Second, the behavior of parents who have a sculptural effect on children, as well as families who respect teachers and respect Taoism, children will gradually know books and know rituals, and parents like reading. Although children will tear and destroy books when they are young, they will naturally love reading when they grow up. Children's behavior is like a continuation of parents' behavior. If children want to be filial to themselves when they grow up, they must be filial to their parents. Children will keep it in mind when they see it, and filial piety comes first. People who complain that their children don't like learning often get no pleasure in learning. Learning is a kind of pain for them, and children do not regard learning as a pleasure. Parents' behaviors, living habits and hobbies have a subtle influence on children. Parents should pretend to like what they want their children to be. We also observed that beating and scolding children, abuse and violence can also be inherited in the family, and parents' behavior will have a psychological imprint on children. Before children have their own judgments and decisions, their inner cognitive and emotional models have basically taken shape.

Thirdly, the sculptural power of children's behavior lies in that parents' language is a description, not a feeling within the family.

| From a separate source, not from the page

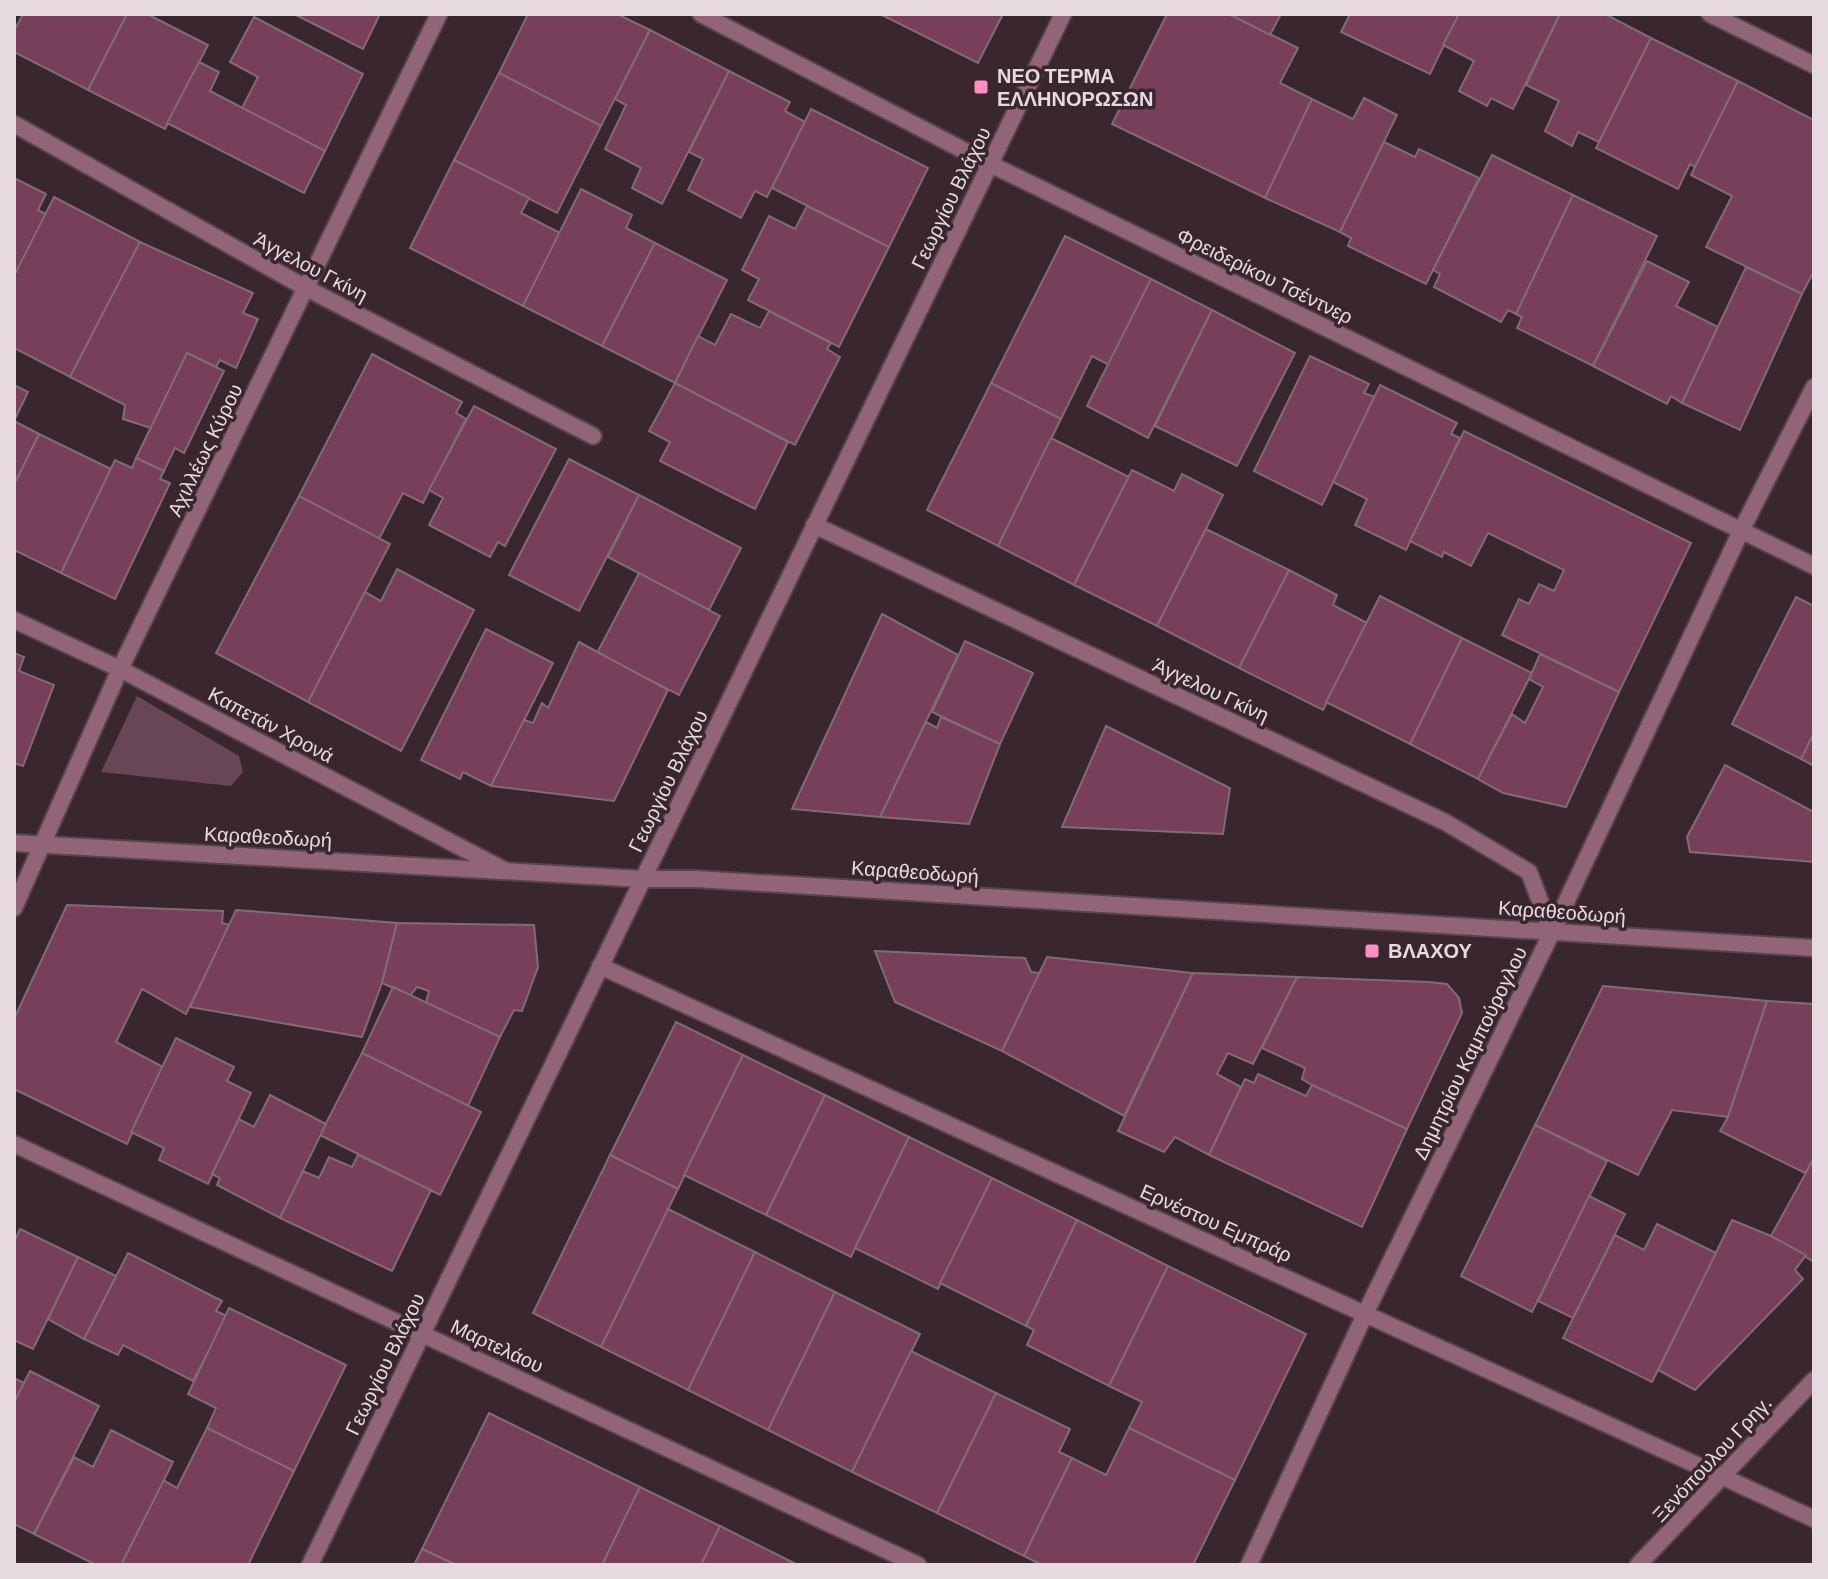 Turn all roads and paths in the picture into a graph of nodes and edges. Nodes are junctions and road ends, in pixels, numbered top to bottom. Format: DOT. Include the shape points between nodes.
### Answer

There are evaluations and judgments in language, which involve the world outlook, but language always stimulates inner feelings. Psychology agrees with "pygmalion effect"-the way you talk to your child, the way you describe your child, and the way the child gradually becomes. Some parents like to belittle and deny their children, thinking that this will stimulate their self-esteem and struggle. The self-esteem aroused in that way is false self-esteem, in order to cover up one's inferiority complex. This self-esteem is for parents.

Fourthly, shaping power is an environmental problem, which cannot be solved by a single family. In addition to the living environment of the family, it is mainly social atmosphere, social education, social material conditions and social security order. The change of environment must be the effort of the whole society. Parents can encourage their children to choose environment and reduce contact with bad environment. Parents can ensure their children's food and clothing and quiet learning conditions, choose schools with strict order and high education level, encourage their children to associate with motivated classmates and friends, appreciate the positive culture and spiritual morality of society, and have a clear conscience.

The cultivation of children is a systematic project, and the pressure of family recessive "debt" is intangible, and parents are also involved in it. We encourage parents to know more about their families and draw a genealogy to analyze their "problems". Conscious parents will not pass on some unhealthy pressure to their children and make them lose the happiness of survival. Rich and satisfied parents never let their children live too comfortably and maintain their independent personality from an early age. Like father, like son, like tiger, like father, like son looks good, but it's actually hard to do. Each generation has a natural position in the development of the family and has its own unique sense of mission. What is important is how to resolve the unfavorable factors and how to use the internal pressure of the family to benefit children in their growth.